Jon released a mild snort. Kid had guts, he’d give him that. “Lesson one. No machine is stupid. If you don’t respect it, it won’t respect you. Got it?”

The boy nodded.

“Good. Lesson two. Mothers tend to think their kids stay babies forever.” Jon lifted his eyebrows. “Up to you to choose.”

“Geez. Like that’s hard.”

“Thought so.” Jon handed him the ball. “Sam, right?”

The boy nodded.

“Think you can handle those two lessons, Sam?”

Something shifted in his dark eyes. “I can handle ’em, sir.”

Jon shook his head. “Not sir. Just Jon. Nothing more, nothing less. Now, go help your mother.”

The last thing she wanted, marching out of her house, was to confront Jon Tucker. Brutally masculine, with those polar eyes icing a person in a heartbeat, she suspected he wasn’t a man who would give one hoot about what she had to say.

But say it, she would.

Just as she had, in the end, to Duane.

No one—not now or ever again—would castigate her children or berate her mothering skills. Duane had discovered it the court-induced way. Jon Tucker would learn it in plain jargon.

He worked on a plank supported by a pair of sawhorses several feet from his front steps, marking out a distance with a thick carpenter’s pencil and tape measure. Clad in the same frayed jeans, blue plaid shirt and cumbersome work boots of an hour ago, he had her heart taking another boisterous tumble.

In the last sixty minutes he had rolled his sleeves to his biceps. Bread-brown muscles strained in the sun.

The wolf tattoo glistened within dark hair.

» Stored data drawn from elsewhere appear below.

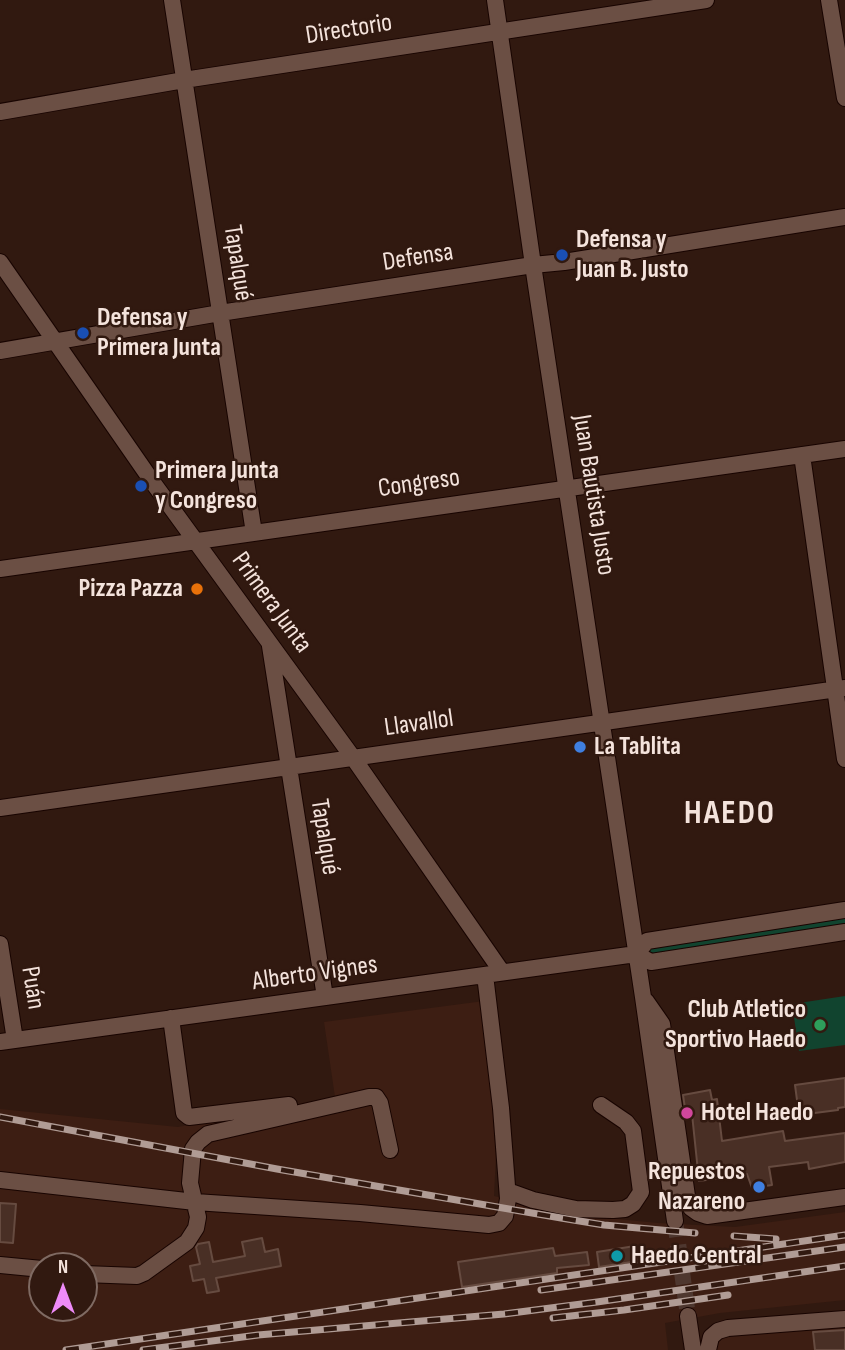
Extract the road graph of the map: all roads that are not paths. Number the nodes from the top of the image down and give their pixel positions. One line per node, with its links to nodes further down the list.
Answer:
1 (172, 0): 6 (street, Tapalqué)
2 (495, 0): 5 (street, Juan Bautista Justo)
3 (706, 0): 5 (street, Directorio)
4 (829, 0): 7 (street)
5 (500, 32): 6 (street, Directorio); 11 (street, Juan Bautista Justo)
6 (184, 80): 8 (street, Directorio); 12 (street, Tapalqué)
7 (845, 98)
8 (0, 112)
9 (845, 217): 11 (street, Defensa)
10 (0, 262): 13 (street, Primera Junta)
11 (533, 265): 12 (street, Defensa); 17 (street, Juan Bautista Justo)
12 (220, 313): 13 (street, Defensa); 18 (street, Tapalqué)
13 (55, 341): 14 (street, Defensa); 19 (street, Primera Junta)
14 (0, 351)
15 (845, 449): 16 (street, Congreso)
16 (802, 455): 17 (street, Congreso); 22 (street)
17 (567, 487): 18 (street, Congreso); 23 (street, Juan Bautista Justo)
18 (254, 533): 19 (street, Congreso)
19 (196, 541): 20 (street, Congreso); 21 (street, Primera Junta)
20 (0, 569)
21 (270, 643): 24 (street, Primera Junta); 26 (street, Tapalqué)
22 (840, 689): 23 (street, Llavallol); 25 (street)
23 (602, 722): 24 (street, Llavallol); 31 (street, Juan Bautista Justo)
24 (354, 758): 26 (street, Llavallol); 32 (street, Primera Junta)
25 (845, 759)
26 (289, 768): 27 (street, Llavallol); 33 (street, Tapalqué)
27 (0, 808)
28 (845, 910): 31 (street, Alberto Vignes)
29 (845, 932): 31 (street, Alberto Vignes)
30 (0, 944): 36 (street, Puán)
31 (636, 954): 32 (street, Alberto Vignes); 34 (street, Juan Bautista Justo)
32 (493, 974): 33 (street, Alberto Vignes); 41 (street)
33 (325, 997): 35 (street, Alberto Vignes)
34 (643, 997): 42 (street, Juan Bautista Justo); 44 (street, Juan Bautista Justo)
35 (171, 1018): 36 (street, Alberto Vignes); 37 (street)
36 (8, 1041)
37 (289, 1105)
38 (601, 1105): 41 (street)
39 (390, 1150): 43 (street)
40 (0, 1180): 43 (street)
41 (508, 1191): 43 (street)
42 (845, 1197)
43 (195, 1202): 47 (street)
44 (675, 1221)
45 (0, 1265): 46 (street)
46 (28, 1268)
47 (98, 1275)
48 (688, 1316): 51 (street)
49 (845, 1319): 50 (street)
50 (709, 1343)
51 (693, 1350)

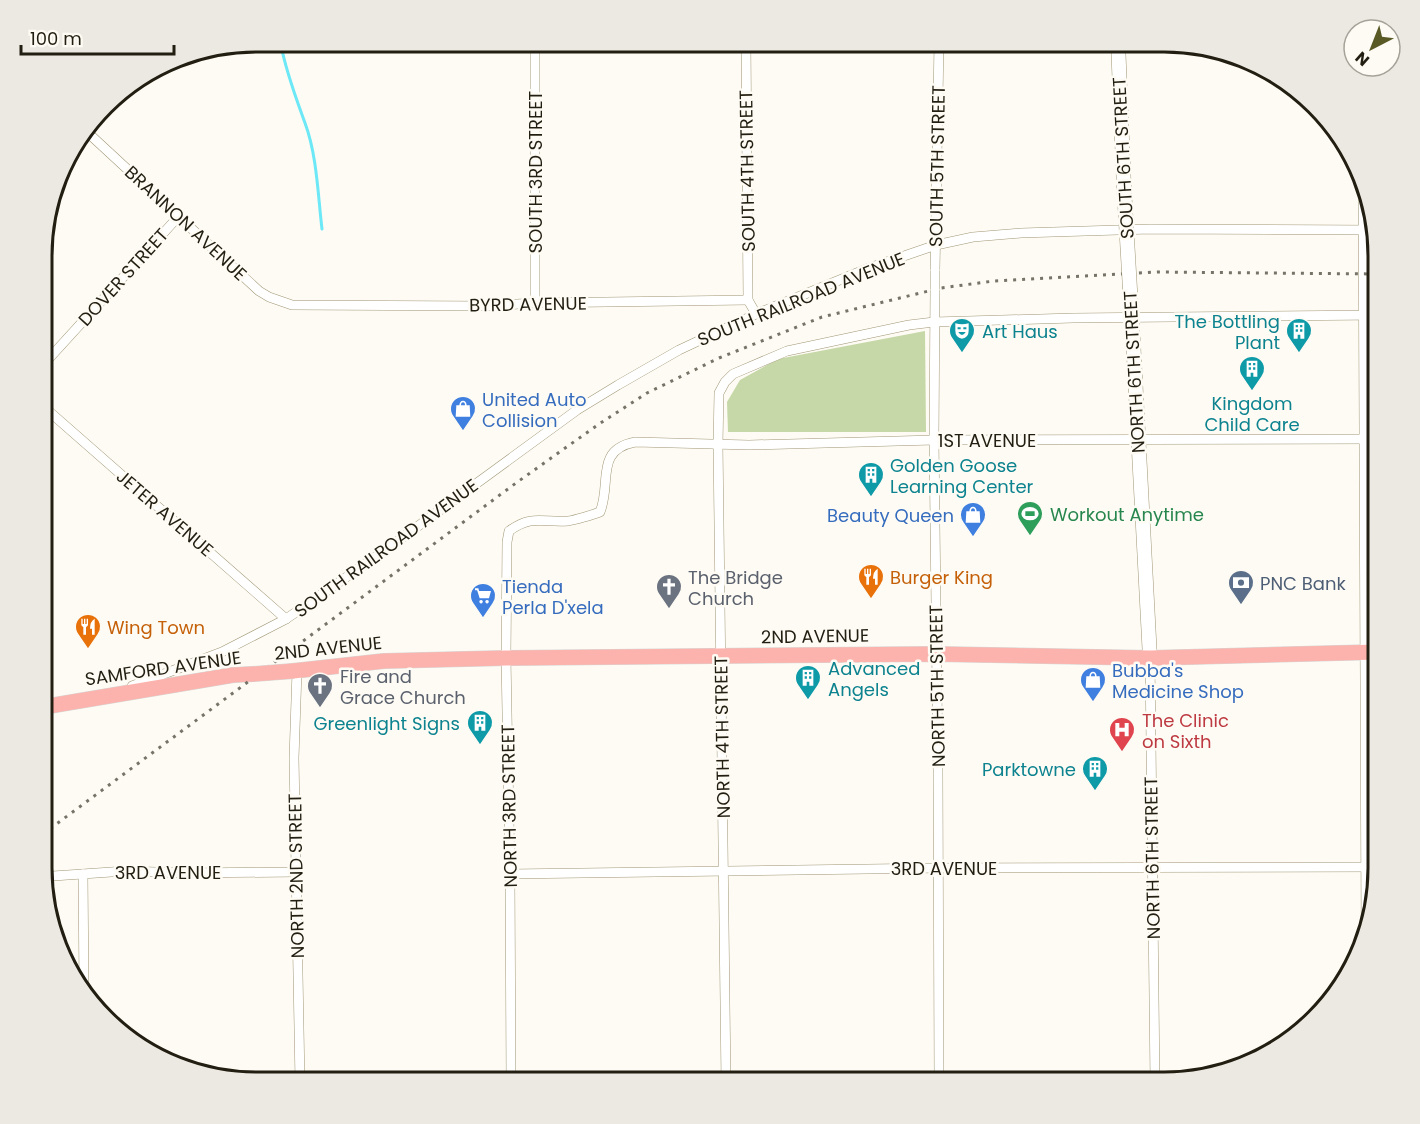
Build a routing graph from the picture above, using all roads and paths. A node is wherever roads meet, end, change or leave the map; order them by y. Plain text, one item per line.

She chanced a furtive study of the man who had kept her spinning silly girlish dreams as a teenager. The harsh-crafted angles of his face, profiled against the bright day, showed an assertive nose, a bold ridge of brow. He’d switched the cap so its visor hid the five-inch bracket of ponytail. Pale skin peeked above the plastic band across his forehead. A silver ear stud flaunted wickedness.

She pressed down a corner of excitement. And guilt because of her mission.

After all, he’d taken time from his work to fix her beat-up, old mower.

At her approach, his long, powerful body unfolded with calm ease. Slowly she was acclimating to the way he didn’t smile, didn’t speak, simply looked at her with that impenetrable, intelligent expression. Acknowledging the latter, she took heart and stepped close enough to speak in a normal tone. “Can we talk?”

He shot a look toward her house. “The mower again?”

“No. My son.”

Those eyes conveyed nothing. Not curiosity, not amusement, not compassion. Two decades ago, a dozen expressions would have skimmed his rebel teenage features in mere seconds.

Why are you so empty, Jon?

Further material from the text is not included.